Elham Khalili¹, Shahin Ramazi², Faezeh Ghanati¹, Samaneh Kouchaki³

Affiliations

¹ Department of Plant Science, Faculty of Science, Tarbiat Modarres University, Tehran, Iran.
² Department of Biophysics, Faculty of Biological Science, Tarbiat Modares University, Tehran, Iran.
³ Department of Electrical and Electronic Engineering, .Faculty of Engineering and Physical Sciences, Centre for Vision, Speech, and Signal Processing, University of Surrey, Guildford, UK.

PMID: 35152280
DOI: 10.1093/bib/bbac015

Abstract

Phosphorylation of proteins is one of the most significant post-translational modifications (PTMs) and plays a crucial role in plant functionality due to its impact on signaling, gene expression, enzyme kinetics, protein stability and interactions. Accurate prediction of plant phosphorylation sites (p-sites) is vital as abnormal regulation of phosphorylation usually leads to plant diseases. However, current experimental methods for PTM prediction suffers from high-computational cost and are error-prone. The present study develops machine learning-based prediction techniques, including a high-performance interpretable deep tabular learning network (TabNet) to improve the prediction of protein p-sites in soybean. Moreover, we use a hybrid feature set of sequential-based features, physicochemical properties and position-specific scoring matrices to predict serine (Ser/S), threonine (Thr/T) and tyrosine (Tyr/Y) p-sites in soybean for the first time. The experimentally verified p-sites data of soybean proteins are collected from the eukaryotic phosphorylation sites database and database post-translational modification. We then remove the redundant set of positive and negative samples by dropping protein sequences with >40% similarity. It is found that the developed techniques perform >70% in terms of accuracy. The results demonstrate that the TabNet model is the best performing classifier using hybrid features and with window size of 13, resulted in 78.96 and 77.24% sensitivity and specificity, respectively. The results indicate that the TabNet method has advantages in terms of high-performance and interpretability. The proposed technique can automatically analyze the data without any measurement errors and any human intervention. Furthermore, it can be used to predict putative protein p-sites in plants effectively. The collected dataset and source code are publicly deposited at https://github.com/Elham-khalili/Soybean-P-sites-Prediction.

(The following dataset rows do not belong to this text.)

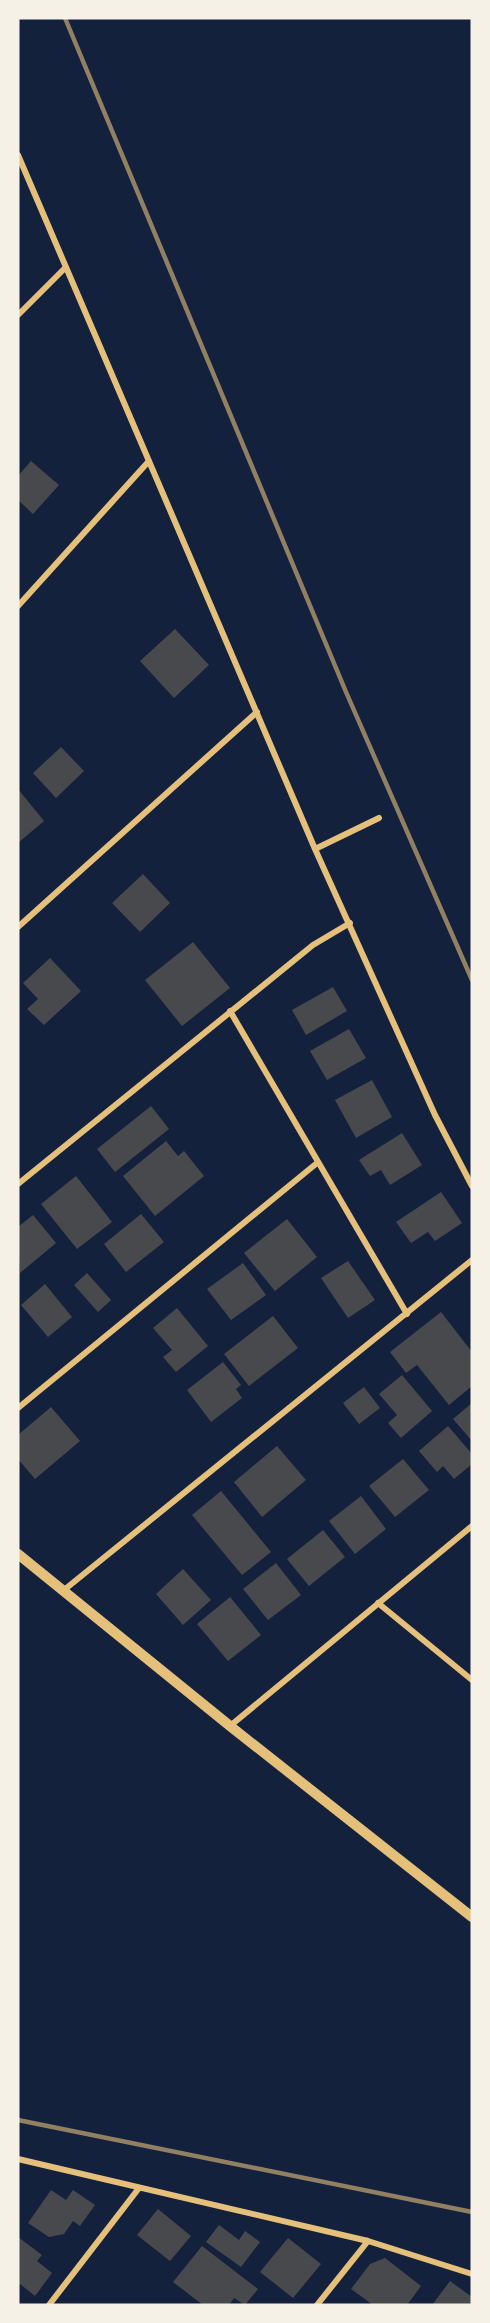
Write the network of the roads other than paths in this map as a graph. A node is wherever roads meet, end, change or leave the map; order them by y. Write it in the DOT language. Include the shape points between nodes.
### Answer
graph roads {
  1 [pos="18,154"];
  2 [pos="66,267"];
  3 [pos="18,315"];
  4 [pos="149,460"];
  5 [pos="18,606"];
  6 [pos="257,712"];
  7 [pos="379,818"];
  8 [pos="315,849"];
  9 [pos="350,923"];
  10 [pos="18,927"];
  11 [pos="230,1011"];
  12 [pos="317,1163"];
  13 [pos="18,1184"];
  14 [pos="472,1186"];
  15 [pos="472,1260"];
  16 [pos="407,1314"];
  17 [pos="18,1408"];
  18 [pos="472,1526"];
  19 [pos="18,1554"];
  20 [pos="64,1590"];
  21 [pos="378,1603"];
  22 [pos="472,1680"];
  23 [pos="230,1726"];
  24 [pos="472,1917"];
  25 [pos="18,2160"];
  26 [pos="139,2188"];
  27 [pos="368,2241"];
  28 [pos="472,2274"];
  29 [pos="49,2305"];
  30 [pos="317,2305"];
  1 -- 2 [label="street"];
  2 -- 3 [label="street"];
  2 -- 4 [label="street"];
  4 -- 5 [label="street"];
  4 -- 6 [label="street"];
  6 -- 8 [label="street"];
  6 -- 10 [label="street"];
  7 -- 8 [label="street"];
  8 -- 9 [label="street"];
  9 -- 11 [label="street" via="313,945"];
  9 -- 14 [label="street" via="435,1114"];
  11 -- 12 [label="street"];
  11 -- 13 [label="street"];
  12 -- 16 [label="street"];
  12 -- 17 [label="street"];
  15 -- 16 [label="street"];
  16 -- 20 [label="street"];
  18 -- 21 [label="street"];
  19 -- 20 [label="street"];
  20 -- 23 [label="street"];
  21 -- 22 [label="street"];
  21 -- 23 [label="street"];
  23 -- 24 [label="street"];
  25 -- 26 [label="street"];
  26 -- 27 [label="street"];
  26 -- 29 [label="street"];
  27 -- 28 [label="street"];
  27 -- 30 [label="street"];
}
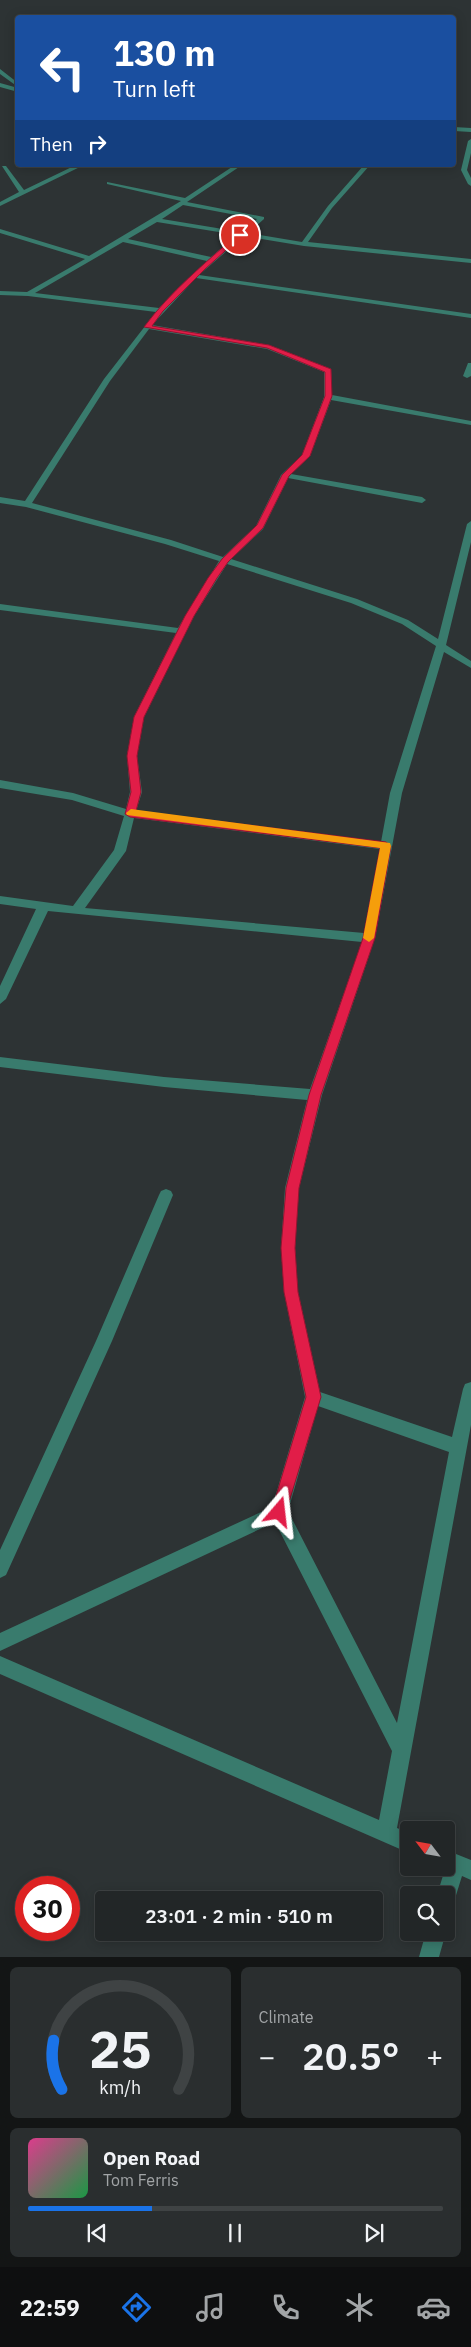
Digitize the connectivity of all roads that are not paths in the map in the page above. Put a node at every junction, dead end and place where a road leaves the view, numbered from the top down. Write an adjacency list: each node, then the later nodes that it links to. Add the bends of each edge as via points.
1 (0, 72): 2 (street)
2 (15, 84)
3 (0, 85): 4 (street)
4 (15, 89)
5 (456, 129): 6 (street)
6 (471, 130)
7 (471, 141): 13 (street, via 464,170)
8 (4, 167): 14 (street)
9 (76, 167): 14 (street)
10 (236, 167): 15 (street)
11 (365, 167): 21 (street)
12 (110, 183): 15 (street)
13 (471, 184)
14 (23, 193): 16 (street)
15 (183, 201): 17 (street); 19 (street, via 262,218)
16 (0, 204)
17 (156, 220): 19 (street); 20 (street)
18 (0, 231): 22 (street)
19 (240, 235): 21 (street); 23 (street)
20 (120, 239): 22 (street); 23 (street)
21 (304, 244): 24 (street)
22 (90, 258): 27 (street)
23 (213, 260): 25 (street)
24 (471, 261)
25 (194, 276): 28 (street); 29 (street)
26 (0, 293): 27 (street)
27 (28, 294): 28 (street)
28 (161, 310): 30 (street)
29 (471, 316)
30 (148, 327): 33 (street, via 269,347 328,371); 38 (street, via 105,384)
31 (471, 365): 32 (street)
32 (467, 376)
33 (328, 396): 34 (street); 35 (street, via 306,456)
34 (471, 423)
35 (286, 475): 37 (street); 40 (street, via 260,526)
36 (0, 500): 38 (street)
37 (422, 500)
38 (27, 504): 40 (street)
39 (471, 524): 43 (street)
40 (225, 560): 42 (street); 43 (street, via 354,601 405,622)
41 (0, 608): 42 (street)
42 (182, 631): 46 (street, via 139,717 132,756 136,792)
43 (441, 646): 44 (street); 47 (street, via 396,793)
44 (471, 665)
45 (0, 784): 46 (street, via 73,797)
46 (130, 814): 47 (street); 50 (street, via 120,851)
47 (386, 846): 51 (street)
48 (0, 900): 49 (street)
49 (44, 906): 50 (street); 52 (street)
50 (76, 911): 51 (street)
51 (369, 938): 54 (street)
52 (0, 999)
53 (0, 1062): 54 (street, via 164,1082)
54 (315, 1095): 57 (street, via 292,1188 288,1248 291,1292)
55 (166, 1195): 60 (street)
56 (471, 1389): 58 (street)
57 (314, 1397): 58 (street); 59 (street)
58 (458, 1448): 63 (street)
59 (279, 1512): 61 (street); 63 (street)
60 (0, 1569)
61 (0, 1642)
62 (0, 1665): 64 (street)
63 (402, 1751): 64 (street)
64 (386, 1833): 65 (street)
65 (400, 1839)
66 (458, 1865): 67 (street)
67 (450, 1886)
68 (433, 1941): 69 (street)
69 (429, 1957)

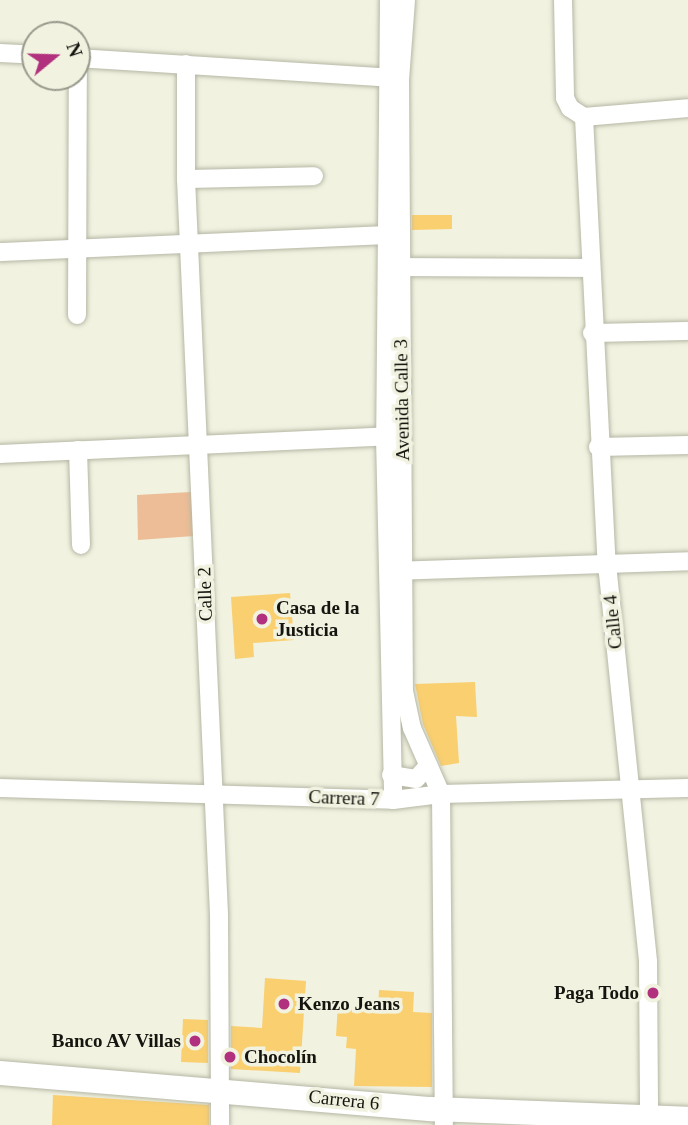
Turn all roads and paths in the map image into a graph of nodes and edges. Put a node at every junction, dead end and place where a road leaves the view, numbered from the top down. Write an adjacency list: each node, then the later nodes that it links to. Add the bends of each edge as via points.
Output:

Keywords: computational prediction, interpretable deep tabular learning network (TabNet); machine learning; protein phosphorylation; soybean.

Publication types

Research Support, Non-U.S. Gov't

MeSH terms

Amino Acid Sequence
Computational Biology / methods
Glycine max* / genetics
Humans
Machine Learning
Phosphorylation
Protein Processing, Post-Translational*